Em seu relatório, Dino afirmou que “numa primeira análise, os fatos podem ultrapassar as fronteiras da imunidade parlamentar”. Mas que fronteiras são essas? Afinal, o constituinte foi muito claro ao afirmar que os congressistas são invioláveis por “quaisquer de suas opiniões, palavras e votos”. Ou seja, para efeito de responsabilização civil ou penal, não existe fronteira alguma. Um parlamentar pode dizer as maiores barbaridades, e ainda assim o único julgamento ao qual ele está sujeito é o dos seus pares, em um eventual processo de cassação por quebra de decoro. E tudo isso independe de ser verdade ou não o que Marcel van Hattem afirma sobre o delegado Shor.

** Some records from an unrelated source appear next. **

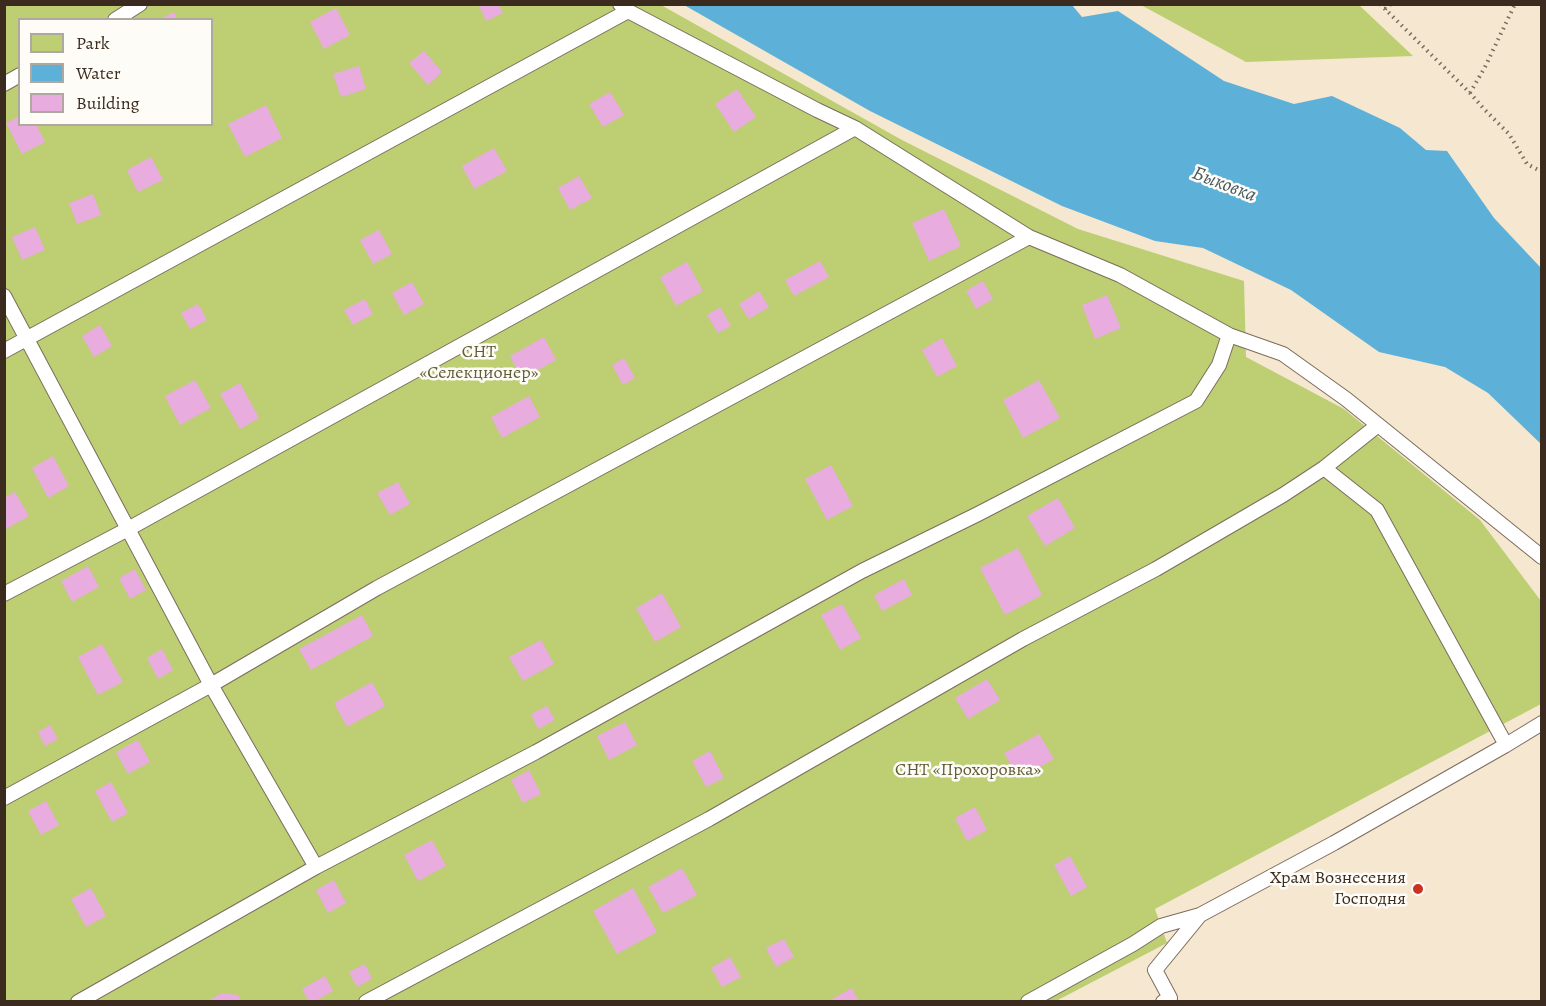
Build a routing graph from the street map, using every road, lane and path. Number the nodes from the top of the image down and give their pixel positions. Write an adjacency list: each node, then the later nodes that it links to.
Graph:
1 (140, 4): 7 (lane)
2 (1380, 4): 6 (path)
3 (1391, 4): 6 (path)
4 (1515, 4): 10 (path)
5 (624, 8): 11 (lane); 16 (lane)
6 (1385, 9): 10 (path)
7 (118, 18)
8 (18, 76): 9 (lane)
9 (4, 84)
10 (1470, 93): 12 (path)
11 (855, 128): 13 (lane); 20 (lane)
12 (1542, 172)
13 (1029, 237): 15 (lane); 23 (lane)
14 (4, 296): 16 (lane)
15 (1229, 335): 18 (lane); 27 (lane)
16 (28, 339): 17 (lane); 20 (lane)
17 (4, 351)
18 (1378, 425): 19 (lane); 21 (lane)
19 (1324, 468): 25 (lane); 30 (lane)
20 (128, 529): 22 (lane); 23 (lane)
21 (1542, 557)
22 (4, 594)
23 (211, 685): 26 (lane); 27 (lane)
24 (1542, 723): 25 (lane)
25 (1506, 745): 28 (lane)
26 (4, 798)
27 (316, 867): 29 (lane)
28 (1200, 915): 31 (lane); 32 (lane)
29 (78, 1002)
30 (366, 1002)
31 (1028, 1002)
32 (1163, 1002)

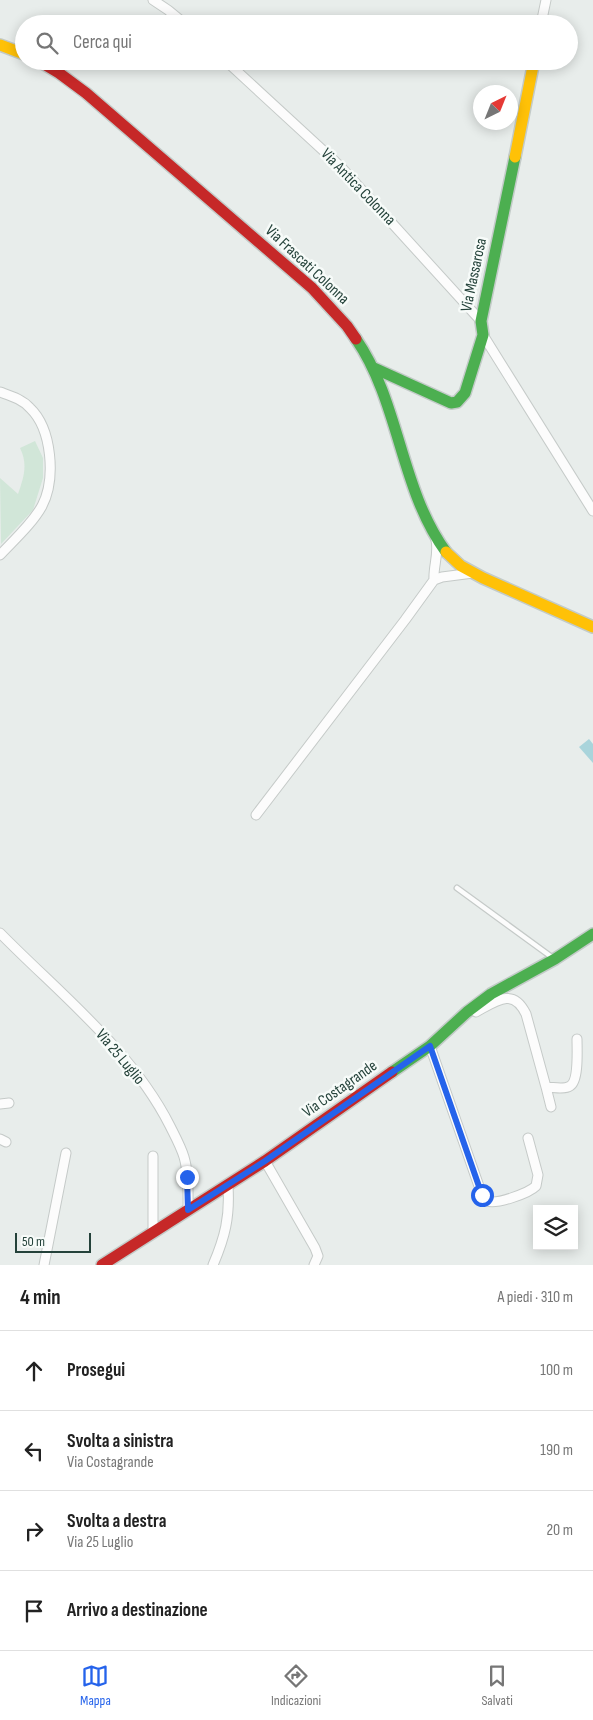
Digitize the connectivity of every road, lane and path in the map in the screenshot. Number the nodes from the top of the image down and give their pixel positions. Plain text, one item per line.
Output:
1 (153, 0) edge
2 (546, 0) edge
3 (174, 15) edge
4 (543, 15) edge
5 (0, 45) edge
6 (15, 51) edge
7 (54, 70) edge
8 (236, 70) edge
9 (532, 70) edge
10 (481, 320) junction
11 (484, 335) junction
12 (374, 368) junction
13 (0, 392) edge
14 (593, 511) edge
15 (435, 535) junction
16 (0, 555) edge
17 (474, 573) junction
18 (434, 580) junction
19 (593, 627) edge
20 (256, 815) dead end
21 (457, 888) dead end
22 (0, 933) edge
23 (593, 934) edge
24 (555, 959) junction
25 (454, 1024) junction
26 (577, 1039) dead end
27 (430, 1046) junction
28 (546, 1087) junction
29 (552, 1107) dead end
30 (528, 1138) dead end
31 (66, 1153) dead end
32 (153, 1156) dead end
33 (265, 1161) junction
34 (228, 1186) junction
35 (188, 1210) junction
36 (153, 1232) junction
37 (44, 1265) edge
38 (102, 1265) edge
39 (213, 1265) edge
40 (314, 1265) edge

1 - 3 street
2 - 4 street
5 - 6 street
7 - 12 street, Via Frascati Colonna
8 - 10 street, Via Antica Colonna
9 - 10 street, Via Massarosa
10 - 11 street, Via Massarosa
11 - 12 street, Via Massarosa
11 - 14 street
12 - 15 street, Via Frascati Colonna
13 - 16 street
15 - 17 street, Via Frascati Colonna
15 - 18 street
17 - 18 street
17 - 19 street, Via Frascati Colonna
18 - 20 street
21 - 24 lane
22 - 35 street, Via 25 Luglio
23 - 24 street, Via Costagrande
24 - 25 street, Via Costagrande
25 - 27 street, Via Costagrande
25 - 28 street
26 - 28 street
27 - 30 street
27 - 33 street, Via Costagrande
28 - 29 street
31 - 37 street
32 - 36 street
33 - 34 street, Via Costagrande
33 - 40 street
34 - 35 street, Via Costagrande
34 - 39 street
35 - 36 street, Via Costagrande
36 - 38 street, Via Costagrande

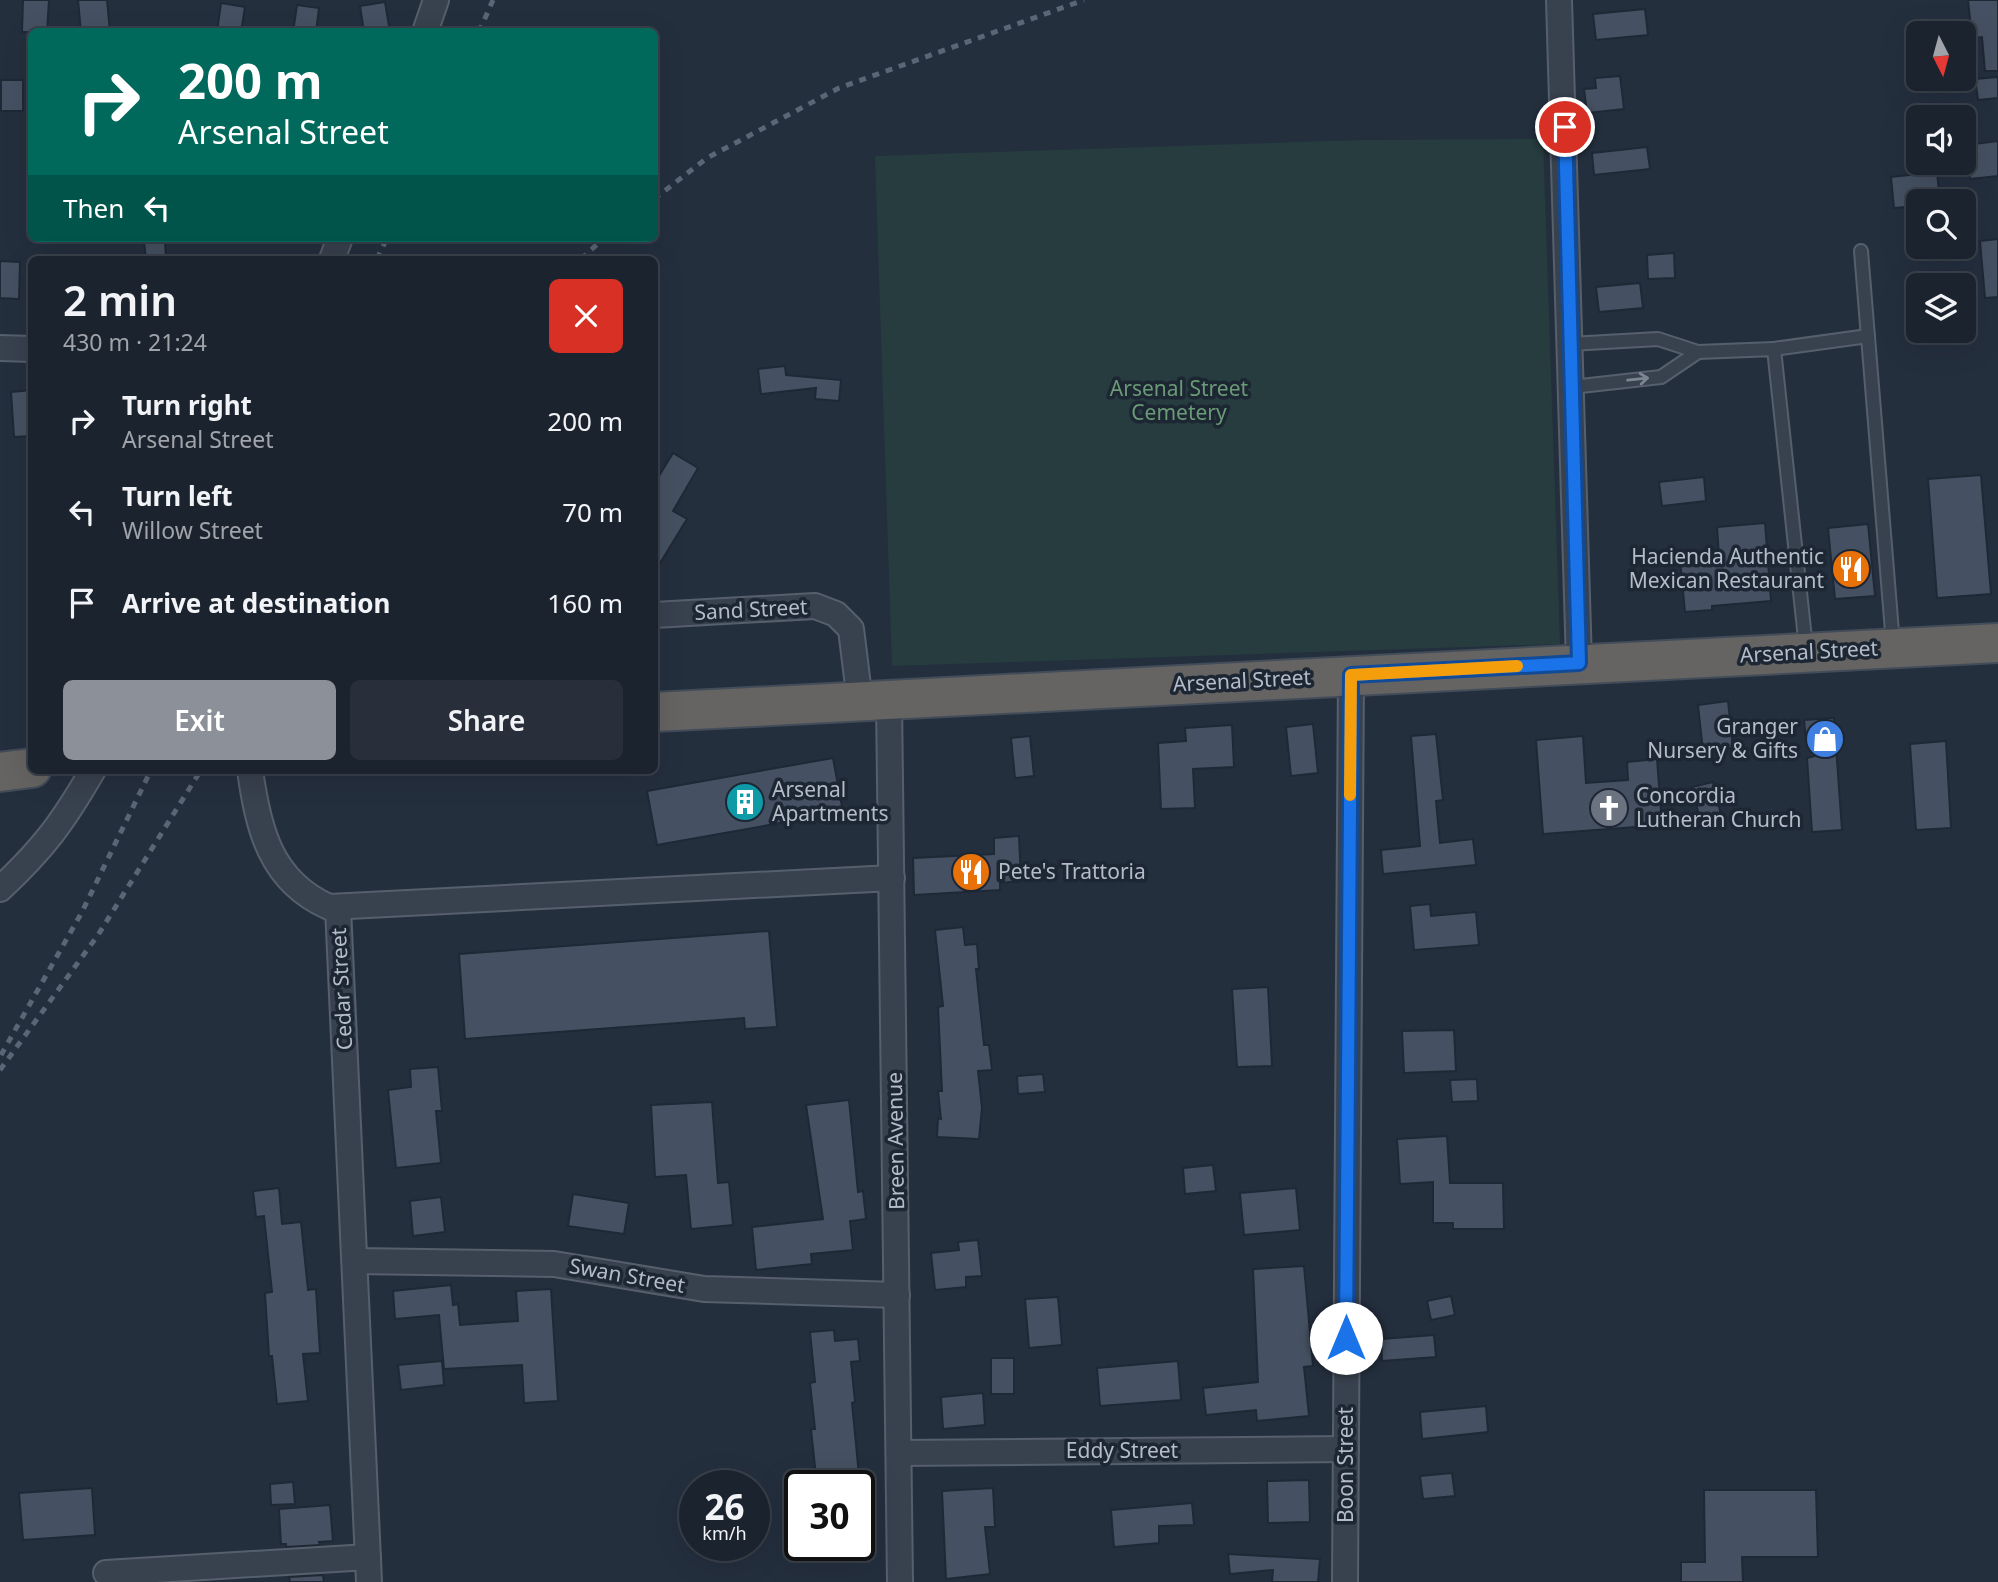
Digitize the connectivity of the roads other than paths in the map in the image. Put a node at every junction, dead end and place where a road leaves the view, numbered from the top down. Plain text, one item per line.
1 (436, 0) edge
2 (1559, 0) edge
3 (426, 28) edge
4 (1861, 251) dead end
5 (1868, 336) junction
6 (1570, 344) junction
7 (0, 348) edge
8 (28, 349) edge
9 (1774, 349) junction
10 (1698, 352) junction
11 (1572, 387) junction
12 (658, 615) edge
13 (1998, 643) edge
14 (1894, 648) junction
15 (1807, 652) junction
16 (1579, 663) junction
17 (1351, 675) junction
18 (875, 701) junction
19 (658, 712) edge
20 (91, 774) edge
21 (251, 774) edge
22 (892, 877) junction
23 (0, 889) edge
24 (338, 908) junction
25 (356, 1261) junction
26 (898, 1294) junction
27 (1346, 1449) junction
28 (899, 1453) junction
29 (368, 1557) junction
30 (106, 1573) dead end
31 (369, 1582) edge
32 (900, 1582) edge
33 (1345, 1582) edge

1 - 3 street
2 - 6 street
4 - 5 lane
5 - 9 lane
5 - 14 lane
6 - 10 lane
6 - 11 street
7 - 8 street
9 - 10 lane
9 - 15 lane
11 -> 10 lane
11 - 16 street
12 - 18 street, Sand Street
13 - 14 highway, Arsenal Street
14 - 15 highway, Arsenal Street
15 - 16 highway, Arsenal Street
16 - 17 highway, Arsenal Street
17 - 18 highway, Arsenal Street
17 - 27 street, Boon Street
18 - 19 highway, Arsenal Street
18 - 22 street, Breen Avenue
20 - 23 street
21 - 24 street
22 - 24 street, Cedar Street
22 - 26 street, Breen Avenue
24 - 25 street, Cedar Street
25 - 26 street, Swan Street
25 - 29 street, Cedar Street
26 - 28 street, Breen Avenue
27 - 28 street, Eddy Street
27 - 33 street, Boon Street
28 - 32 street, Breen Avenue
29 - 30 street
29 - 31 street, Cedar Street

Uma proteção tão ampla pode parecer extrema à primeira vista, mas uma análise mais profunda evidencia sua necessidade: o representante do povo precisa, como já dissemos em outra ocasião, “participar do debate público não apenas com a maior liberdade possível, mas com toda a liberdade, inclusive podendo se manifestar de formas que estariam vedadas aos demais cidadãos”. Tanto é assim que a proteção do congressista por “palavras, opiniões e votos” (tecnicamente chamada “imunidade material”) foi mantida intacta quando o próprio Congresso reviu as regras de imunidade, em 2001, para permitir que parlamentares pudessem ser processados no STF sem a necessidade de autorização prévia de seus colegas (a dita “imunidade processual”).
Um regime que não protege as palavras de seus parlamentares – todas elas, as sensatas e as absurdas; as corretas e as equivocadas; as serenas e as destemperadas – não tem como ser chamado de democrático
Essa explicação, por si só, já demonstra o absurdo ditatorial da investigação de um parlamentar por um discurso proferido na tribuna de uma casa legislativa. Mas há outros detalhes merecedores de comentário. Nem mesmo uma distinção que o STF tem usado – equivocadamente, ao menos nos casos envolvendo a “imunidade material” – em casos recentes envolvendo parlamentares, entre atos relacionados à atividade parlamentar e atos sem ligação com o mandato, se aplica a Marcel van Hattem. Afinal, a forma como o STF vem conduzindo seus inquéritos é assunto de interesse público (talvez o principal entre todos os assuntos de interesse público que constam na ordem do dia deste país), e criticá-la é algo que faz parte do trabalho de qualquer congressista.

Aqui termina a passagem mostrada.